The Senate was an unelected chamber, whose members were directly appointed for life by the monarch—with no statutory cap—from among Spanish males over 30 years of age, who belonged to certain categories:
- The monarch's offspring and the heir apparent once coming of age (25);
- Provided an income of 30,000 reales: the presidents of the Senate and the Congress; lawmakers admitted three times to parliament; government ministers; the heads and members of higher courts and state institutions; (Note: These comprised the Council of State and the Supreme Court.) archbishops and bishops; grandees of Spain; certain general officers (captain generals and lieutenant generals); heads of diplomatic missions abroad (ambassadors and plenipotentiaries); and the heads and members of higher courts;
- Provided an income of 60,000 reales: Spanish nobility;
- Being taxpayers with a minimum quota of 8,000 reales in direct taxes (paid one year in advance): former lawmakers, provincial deputies, mayors of towns over 30,000, or heads of commercial courts.

==Candidates==
===Nomination rules===
For the Congress, secular Spanish males of voting age, taxpayers for any direct tax, could run for election. Causes of ineligibility applied to incumbent senators and those excluded from voting, as well as to:
- Public contractors, within their relevant territories and until the end of their contracts;
- Holders of a number of territorial posts (such as government-appointed positions; local and provincial employees; and provincial deputies), within their areas of jurisdiction, during their term of office and up to one year afterwards.
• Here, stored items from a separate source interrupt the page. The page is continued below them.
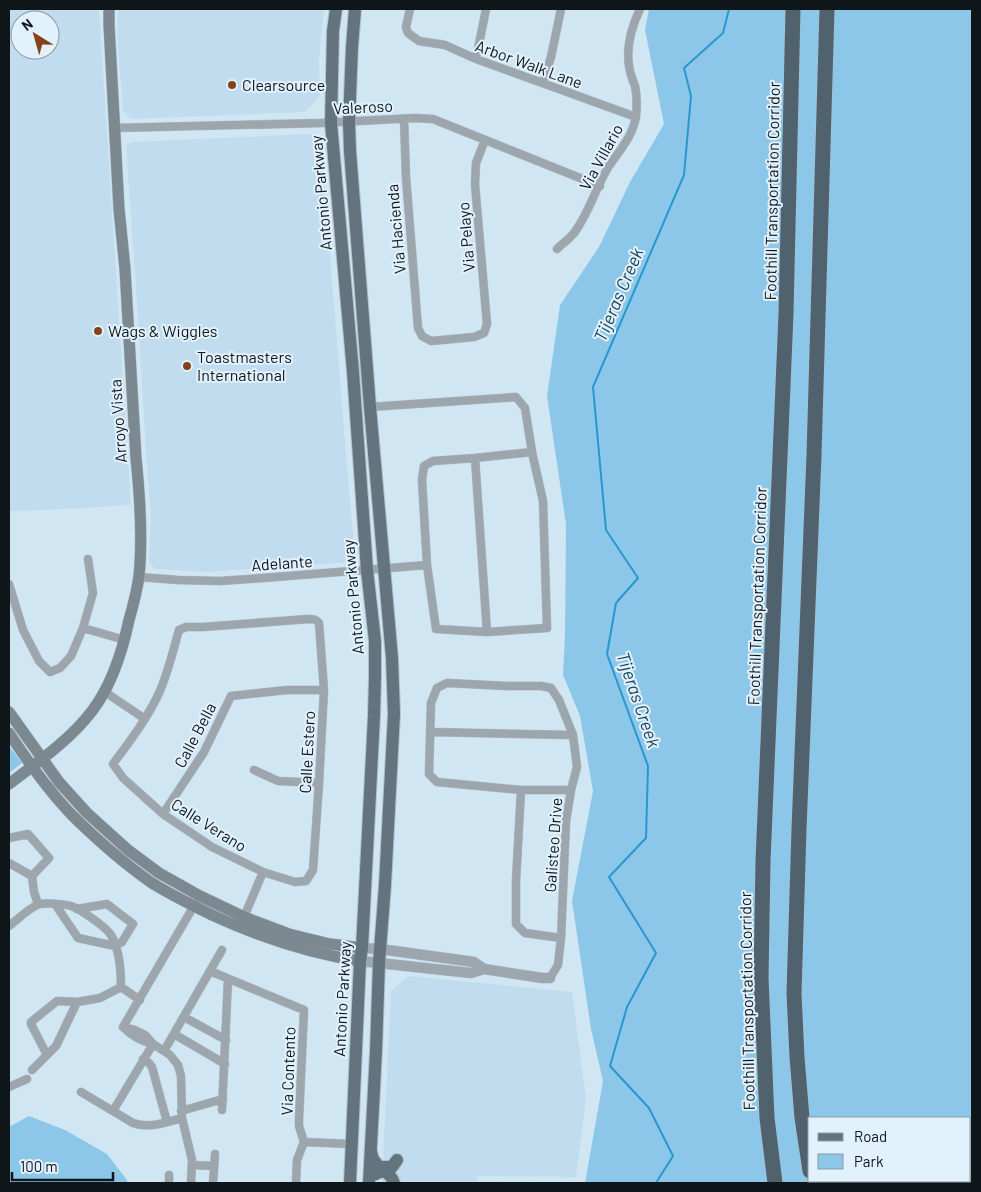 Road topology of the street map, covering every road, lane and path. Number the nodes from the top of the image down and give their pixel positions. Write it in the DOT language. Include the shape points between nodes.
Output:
graph roads {
  1 [pos="109,9"];
  2 [pos="336,9"];
  3 [pos="355,9"];
  4 [pos="410,9"];
  5 [pos="486,9"];
  6 [pos="561,9"];
  7 [pos="640,9"];
  8 [pos="793,9"];
  9 [pos="827,9"];
  10 [pos="476,59"];
  11 [pos="542,83"];
  12 [pos="636,117"];
  13 [pos="404,119"];
  14 [pos="349,122"];
  15 [pos="331,123"];
  16 [pos="115,128"];
  17 [pos="485,140"];
  18 [pos="600,186"];
  19 [pos="557,249"];
  20 [pos="484,333"];
  21 [pos="370,407"];
  22 [pos="532,452"];
  23 [pos="475,458"];
  24 [pos="88,559"];
  25 [pos="427,565"];
  26 [pos="384,568"];
  27 [pos="367,570"];
  28 [pos="139,577"];
  29 [pos="9,584"];
  30 [pos="83,628"];
  31 [pos="487,632"];
  32 [pos="125,640"];
  33 [pos="324,690"];
  34 [pos="105,692"];
  35 [pos="9,712"];
  36 [pos="145,718"];
  37 [pos="431,732"];
  38 [pos="9,734"];
  39 [pos="572,735"];
  40 [pos="41,759"];
  41 [pos="32,766"];
  42 [pos="254,770"];
  43 [pos="319,783"];
  44 [pos="9,784"];
  45 [pos="521,790"];
  46 [pos="571,790"];
  47 [pos="163,814"];
  48 [pos="9,838"];
  49 [pos="9,863"];
  50 [pos="263,872"];
  51 [pos="32,876"];
  52 [pos="306,880"];
  53 [pos="197,901"];
  54 [pos="38,904"];
  55 [pos="55,904"];
  56 [pos="77,909"];
  57 [pos="244,918"];
  58 [pos="9,926"];
  59 [pos="561,938"];
  60 [pos="115,946"];
  61 [pos="380,949"];
  62 [pos="222,950"];
  63 [pos="361,955"];
  64 [pos="379,962"];
  65 [pos="484,969"];
  66 [pos="210,971"];
  67 [pos="550,978"];
  68 [pos="228,979"];
  69 [pos="121,987"];
  70 [pos="140,1000"];
  71 [pos="77,1002"];
  72 [pos="184,1017"];
  73 [pos="174,1034"];
  74 [pos="226,1040"];
  75 [pos="153,1044"];
  76 [pos="164,1051"];
  77 [pos="47,1055"];
  78 [pos="144,1059"];
  79 [pos="225,1064"];
  80 [pos="32,1070"];
  81 [pos="27,1079"];
  82 [pos="9,1087"];
  83 [pos="80,1092"];
  84 [pos="223,1099"];
  85 [pos="222,1110"];
  86 [pos="113,1111"];
  87 [pos="182,1114"];
  88 [pos="167,1122"];
  89 [pos="304,1142"];
  90 [pos="351,1144"];
  91 [pos="371,1151"];
  92 [pos="215,1154"];
  93 [pos="808,1158"];
  94 [pos="397,1160"];
  95 [pos="192,1165"];
  96 [pos="214,1166"];
  97 [pos="369,1182"];
  98 [pos="191,1183"];
  99 [pos="213,1183"];
  100 [pos="296,1183"];
  101 [pos="350,1183"];
  102 [pos="394,1183"];
  103 [pos="775,1183"];
  1 -- 16 [label="main road, Arroyo Vista"];
  2 -- 15 [label="main road, Antonio Parkway"];
  3 -- 14 [label="main road, Antonio Parkway"];
  4 -- 10 [label="street, Arbor Walk Lane" via="406,28 412,37 445,45"];
  5 -- 10 [label="street"];
  6 -- 11 [label="street"];
  7 -- 12 [label="street, Via Villario" via="630,37 629,54 637,101"];
  8 -- 103 [label="highway, Foothill Transportation Corridor" via="786,314 761,978 767,1118"];
  9 -- 93 [label="highway" via="794,993 797,1066"];
  10 -- 11 [label="street, Arbor Walk Lane"];
  11 -- 12 [label="street, Arbor Walk Lane"];
  12 -- 18 [label="street, Via Villario" via="631,133"];
  13 -- 14 [label="street, Valeroso"];
  13 -- 17 [label="street, Valeroso" via="433,119"];
  13 -- 20 [label="street, Via Hacienda" via="418,328 422,336 431,341"];
  14 -- 15 [label="street, Valeroso"];
  14 -- 21 [label="main road, Antonio Parkway"];
  15 -- 16 [label="street, Valeroso"];
  15 -- 27 [label="main road, Antonio Parkway"];
  16 -- 28 [label="main road, Arroyo Vista" via="140,489"];
  17 -- 18 [label="street, Valeroso"];
  17 -- 20 [label="street, Via Pelayo" via="476,163 475,184 487,324"];
  18 -- 19 [label="street, Via Villario" via="574,234"];
  21 -- 22 [label="street" via="516,397 525,408"];
  21 -- 26 [label="main road, Antonio Parkway"];
  22 -- 23 [label="street"];
  22 -- 31 [label="street" via="542,501 547,628"];
  23 -- 25 [label="street" via="433,461 424,466"];
  23 -- 31 [label="street"];
  24 -- 30 [label="street" via="93,593"];
  25 -- 26 [label="street, Adelante"];
  25 -- 31 [label="street" via="436,629"];
  26 -- 27 [label="street, Adelante"];
  26 -- 61 [label="main road, Antonio Parkway" via="394,714"];
  27 -- 28 [label="street, Adelante" via="220,580"];
  27 -- 63 [label="main road, Antonio Parkway" via="375,641 375,678"];
  28 -- 32 [label="main road, Arroyo Vista"];
  29 -- 30 [label="street" via="23,630 39,661 50,672 60,668 70,656"];
  30 -- 32 [label="street"];
  32 -- 34 [label="main road, Arroyo Vista"];
  33 -- 36 [label="street, Calle Estero" via="317,620 186,627 179,630 171,662"];
  33 -- 43 [label="street, Calle Estero"];
  33 -- 47 [label="street, Calle Bella" via="231,696 204,752"];
  34 -- 36 [label="street"];
  34 -- 40 [label="main road, Arroyo Vista" via="69,736"];
  35 -- 40 [label="main road"];
  36 -- 47 [label="street, Calle Verano" via="113,764 123,778"];
  37 -- 39 [label="street"];
  37 -- 39 [label="street, Galisteo Drive" via="431,703 437,688 446,683 550,688 559,700"];
  37 -- 45 [label="street" via="429,774 437,782"];
  38 -- 41 [label="main road"];
  39 -- 46 [label="street, Galisteo Drive" via="577,767"];
  40 -- 41 [label="main road, Arroyo Vista"];
  40 -- 53 [label="main road" via="87,813 128,850"];
  41 -- 44 [label="main road, Arroyo Vista"];
  41 -- 53 [label="main road" via="78,822 121,859 152,883"];
  42 -- 43 [label="street" via="278,781"];
  43 -- 52 [label="street, Calle Estero" via="313,870"];
  45 -- 46 [label="street"];
  45 -- 59 [label="street" via="516,924 524,933"];
  46 -- 59 [label="street, Galisteo Drive" via="566,821"];
  47 -- 50 [label="street, Calle Verano" via="212,847"];
  48 -- 51 [label="street" via="28,834 49,858"];
  49 -- 51 [label="street"];
  50 -- 52 [label="street, Calle Verano" via="295,882"];
  50 -- 57 [label="street"];
  51 -- 54 [label="street"];
  53 -- 57 [label="main road"];
  53 -- 63 [label="main road" via="242,929 286,945 328,955"];
  53 -- 70 [label="street"];
  54 -- 55 [label="street"];
  54 -- 58 [label="street"];
  55 -- 56 [label="street"];
  55 -- 60 [label="street" via="78,938"];
  56 -- 60 [label="street" via="105,928"];
  56 -- 60 [label="street" via="107,904 133,924 122,942"];
  57 -- 63 [label="main road"];
  59 -- 67 [label="street, Galisteo Drive" via="558,965"];
  60 -- 69 [label="street" via="121,965"];
  61 -- 63 [label="street"];
  61 -- 64 [label="main road, Antonio Parkway"];
  61 -- 65 [label="street" via="474,962"];
  62 -- 66 [label="street"];
  63 -- 64 [label="street"];
  63 -- 90 [label="main road, Antonio Parkway"];
  64 -- 65 [label="street" via="472,973"];
  64 -- 91 [label="main road, Antonio Parkway"];
  65 -- 67 [label="street"];
  66 -- 68 [label="street"];
  66 -- 72 [label="street"];
  68 -- 74 [label="street"];
  68 -- 89 [label="street, Via Contento" via="304,1010 299,1118"];
  69 -- 70 [label="street"];
  69 -- 71 [label="street" via="100,998"];
  70 -- 75 [label="street" via="123,1027 131,1036"];
  71 -- 77 [label="street" via="56,1046"];
  71 -- 77 [label="street" via="57,1001 31,1022"];
  72 -- 73 [label="street"];
  72 -- 74 [label="street"];
  73 -- 76 [label="street"];
  73 -- 79 [label="street"];
  74 -- 79 [label="street"];
  75 -- 76 [label="street"];
  75 -- 78 [label="street"];
  76 -- 87 [label="street" via="175,1060 180,1070"];
  77 -- 80 [label="street"];
  78 -- 86 [label="street"];
  78 -- 88 [label="street" via="151,1064"];
  79 -- 84 [label="street"];
  81 -- 82 [label="street"];
  83 -- 86 [label="street"];
  84 -- 85 [label="street"];
  84 -- 87 [label="street"];
  86 -- 88 [label="street" via="140,1125"];
  87 -- 88 [label="street"];
  87 -- 95 [label="street"];
  89 -- 90 [label="street"];
  89 -- 100 [label="street, Via Contento"];
  90 -- 101 [label="main road, Antonio Parkway"];
  91 -- 94 [label="main road" via="379,1167 392,1167"];
  91 -- 97 [label="main road, Antonio Parkway"];
  92 -- 96 [label="street"];
  95 -- 96 [label="street"];
  95 -- 98 [label="street"];
  96 -- 99 [label="street"];
  97 -- 102 [label="main road" via="377,1172 386,1172"];
}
Incompatibility rules barred representing multiple constituencies simultaneously, as well as combining legislative roles (deputy and senator) with each other; or combining the role of deputy with:
- Certain technical official posts (civil, mining and forest engineers); tax collectors; local authorities, during their term of office and up to one year afterwards; and public contractors; all within their areas of jurisdiction;
- Government-appointed posts, with exceptions including members of the Council of State; heads of diplomatic missions in royal courts in Europe; chief officials in army institutes; senior authorities based in Madrid; high-ranking officials of government departments (provided a public salary of 40,000 reales and three years of service); senior officials in the Royal Household; the heads and members of higher courts in Madrid; general officers; university authorities and professors; and chief engineers with one year of service.